### [Data listing]
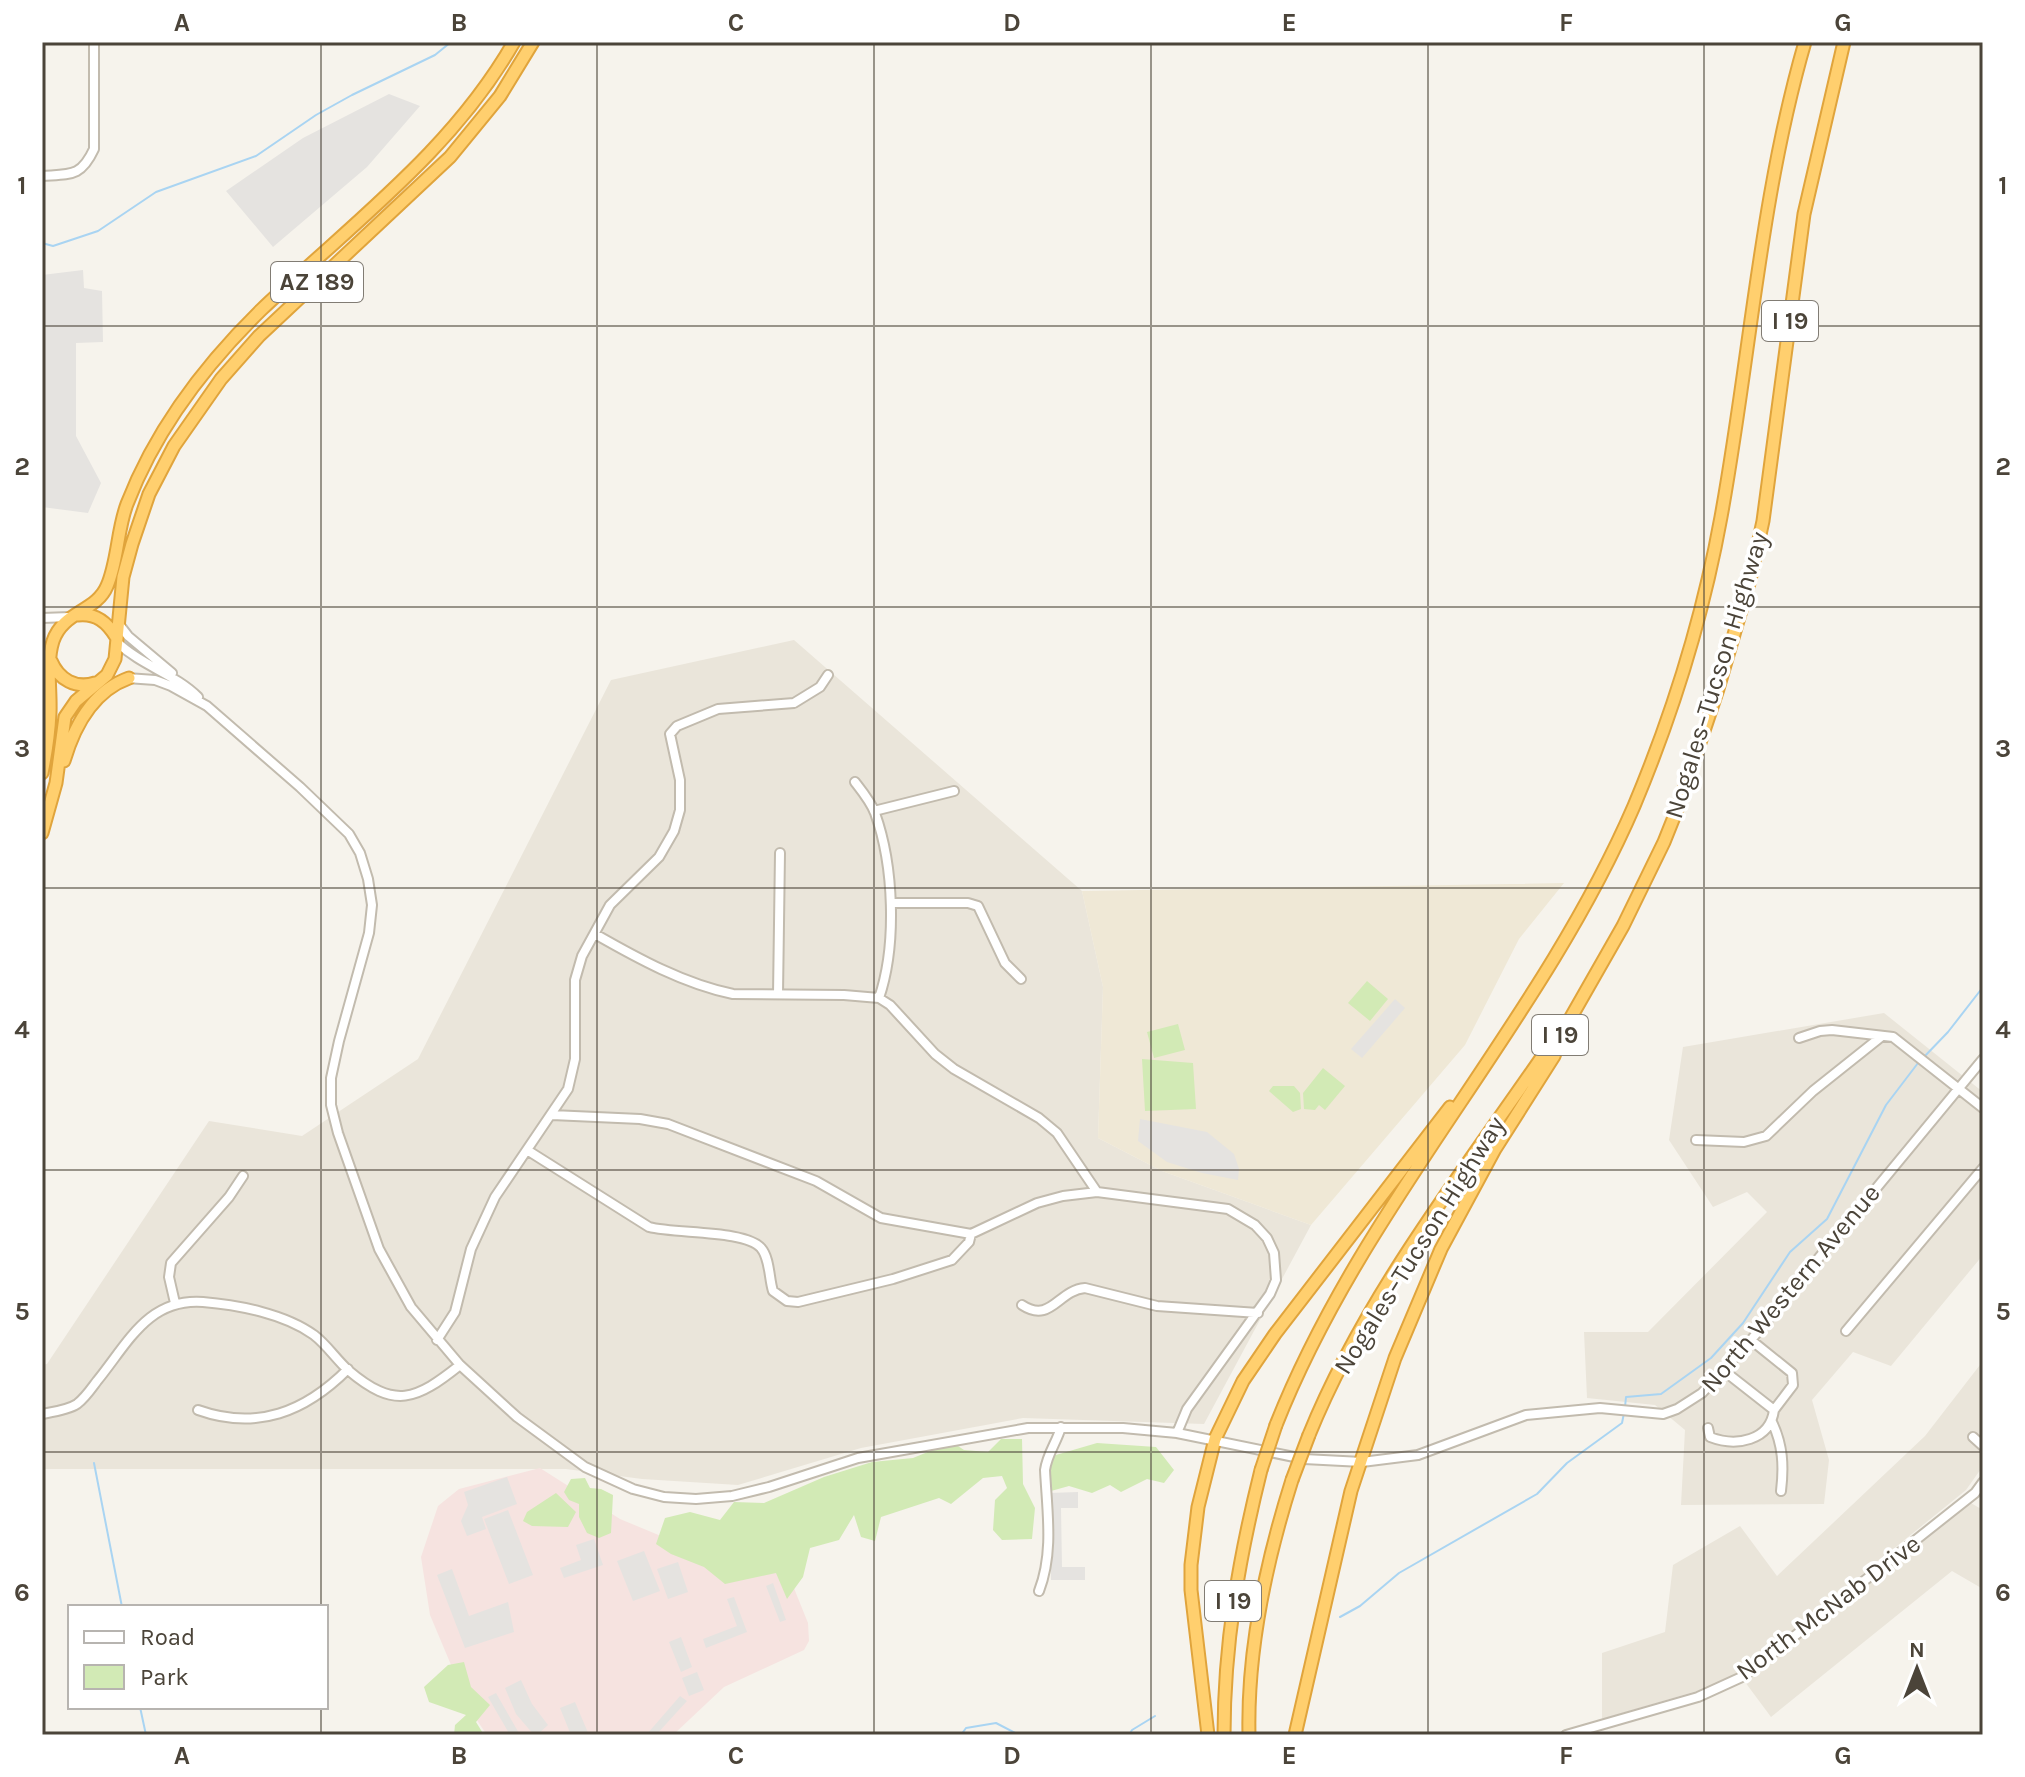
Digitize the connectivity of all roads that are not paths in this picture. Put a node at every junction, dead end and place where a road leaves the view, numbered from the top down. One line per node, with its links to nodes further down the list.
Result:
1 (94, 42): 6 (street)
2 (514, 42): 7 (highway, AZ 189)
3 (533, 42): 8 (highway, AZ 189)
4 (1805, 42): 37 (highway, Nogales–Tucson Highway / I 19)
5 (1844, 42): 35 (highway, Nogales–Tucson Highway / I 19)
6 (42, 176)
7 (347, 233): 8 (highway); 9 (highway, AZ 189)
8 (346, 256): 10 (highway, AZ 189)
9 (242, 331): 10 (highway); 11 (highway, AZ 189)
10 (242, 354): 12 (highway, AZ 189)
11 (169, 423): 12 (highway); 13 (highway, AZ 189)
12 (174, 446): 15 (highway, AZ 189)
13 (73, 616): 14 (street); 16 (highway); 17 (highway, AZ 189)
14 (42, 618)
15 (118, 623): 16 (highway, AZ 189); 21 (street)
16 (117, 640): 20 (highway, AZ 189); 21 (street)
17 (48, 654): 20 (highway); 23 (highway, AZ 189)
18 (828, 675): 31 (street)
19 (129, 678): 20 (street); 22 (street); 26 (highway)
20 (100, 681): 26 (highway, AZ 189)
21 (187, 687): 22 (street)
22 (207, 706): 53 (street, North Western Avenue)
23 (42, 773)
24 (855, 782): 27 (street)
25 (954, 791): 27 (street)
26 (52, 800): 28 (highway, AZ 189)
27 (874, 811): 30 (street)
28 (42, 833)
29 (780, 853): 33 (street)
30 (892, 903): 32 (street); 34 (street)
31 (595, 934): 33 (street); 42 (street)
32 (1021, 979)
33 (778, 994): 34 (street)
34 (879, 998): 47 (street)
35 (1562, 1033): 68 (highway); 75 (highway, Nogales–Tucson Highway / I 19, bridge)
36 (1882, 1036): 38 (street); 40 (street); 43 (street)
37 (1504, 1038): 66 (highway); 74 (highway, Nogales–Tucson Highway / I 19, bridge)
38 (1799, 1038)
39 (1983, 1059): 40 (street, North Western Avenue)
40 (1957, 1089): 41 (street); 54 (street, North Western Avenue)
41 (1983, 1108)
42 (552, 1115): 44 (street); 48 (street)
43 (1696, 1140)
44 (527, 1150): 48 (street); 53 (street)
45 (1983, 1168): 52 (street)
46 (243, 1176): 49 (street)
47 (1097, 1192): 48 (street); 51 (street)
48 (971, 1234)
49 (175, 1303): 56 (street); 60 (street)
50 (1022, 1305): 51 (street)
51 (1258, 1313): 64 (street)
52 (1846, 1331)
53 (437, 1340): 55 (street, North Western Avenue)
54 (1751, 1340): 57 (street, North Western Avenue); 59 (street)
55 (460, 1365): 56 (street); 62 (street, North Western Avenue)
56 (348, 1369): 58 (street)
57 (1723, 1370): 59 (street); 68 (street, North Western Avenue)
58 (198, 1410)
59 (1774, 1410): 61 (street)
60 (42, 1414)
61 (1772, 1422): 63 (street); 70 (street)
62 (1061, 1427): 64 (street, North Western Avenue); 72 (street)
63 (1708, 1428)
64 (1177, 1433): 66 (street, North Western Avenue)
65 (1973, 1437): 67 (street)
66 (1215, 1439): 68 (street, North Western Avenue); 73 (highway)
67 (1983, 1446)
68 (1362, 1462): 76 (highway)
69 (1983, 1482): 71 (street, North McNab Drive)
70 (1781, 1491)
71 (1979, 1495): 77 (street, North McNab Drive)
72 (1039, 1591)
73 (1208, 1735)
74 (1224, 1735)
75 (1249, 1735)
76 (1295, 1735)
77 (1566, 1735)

==

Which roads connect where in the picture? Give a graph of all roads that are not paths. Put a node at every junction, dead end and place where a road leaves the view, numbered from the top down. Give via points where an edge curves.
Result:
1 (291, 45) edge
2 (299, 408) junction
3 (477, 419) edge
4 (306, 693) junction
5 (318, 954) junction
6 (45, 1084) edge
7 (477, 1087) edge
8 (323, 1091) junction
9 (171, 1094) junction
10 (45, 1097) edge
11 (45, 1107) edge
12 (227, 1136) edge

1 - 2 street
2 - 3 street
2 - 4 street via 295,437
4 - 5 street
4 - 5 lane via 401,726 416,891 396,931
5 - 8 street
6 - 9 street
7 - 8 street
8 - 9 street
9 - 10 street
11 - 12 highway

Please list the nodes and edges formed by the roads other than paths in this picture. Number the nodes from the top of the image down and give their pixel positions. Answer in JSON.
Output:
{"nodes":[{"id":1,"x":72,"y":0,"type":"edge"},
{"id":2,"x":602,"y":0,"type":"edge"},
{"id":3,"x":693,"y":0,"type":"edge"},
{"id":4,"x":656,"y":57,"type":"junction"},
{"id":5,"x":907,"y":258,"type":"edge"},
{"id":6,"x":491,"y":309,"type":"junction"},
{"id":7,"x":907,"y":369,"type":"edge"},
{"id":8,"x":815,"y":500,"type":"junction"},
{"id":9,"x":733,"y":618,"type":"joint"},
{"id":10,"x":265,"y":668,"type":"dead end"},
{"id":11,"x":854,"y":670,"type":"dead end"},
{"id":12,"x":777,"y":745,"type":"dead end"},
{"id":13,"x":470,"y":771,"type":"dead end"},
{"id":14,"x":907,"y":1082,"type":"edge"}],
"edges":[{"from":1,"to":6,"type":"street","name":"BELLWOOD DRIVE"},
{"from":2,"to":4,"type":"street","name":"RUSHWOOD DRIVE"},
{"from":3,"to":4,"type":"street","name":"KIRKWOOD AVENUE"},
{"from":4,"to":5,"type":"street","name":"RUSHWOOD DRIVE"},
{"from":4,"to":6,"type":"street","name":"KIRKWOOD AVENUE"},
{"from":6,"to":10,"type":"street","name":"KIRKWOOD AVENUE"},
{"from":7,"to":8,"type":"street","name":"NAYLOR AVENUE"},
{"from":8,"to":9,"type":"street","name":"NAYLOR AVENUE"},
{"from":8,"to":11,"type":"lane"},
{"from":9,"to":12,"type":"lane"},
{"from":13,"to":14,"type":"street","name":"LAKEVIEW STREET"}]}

### [How to complete this task]
The word "picture" occurs on certain lines of the material; count those lines and respond with the number only.

### [Exercise result]
3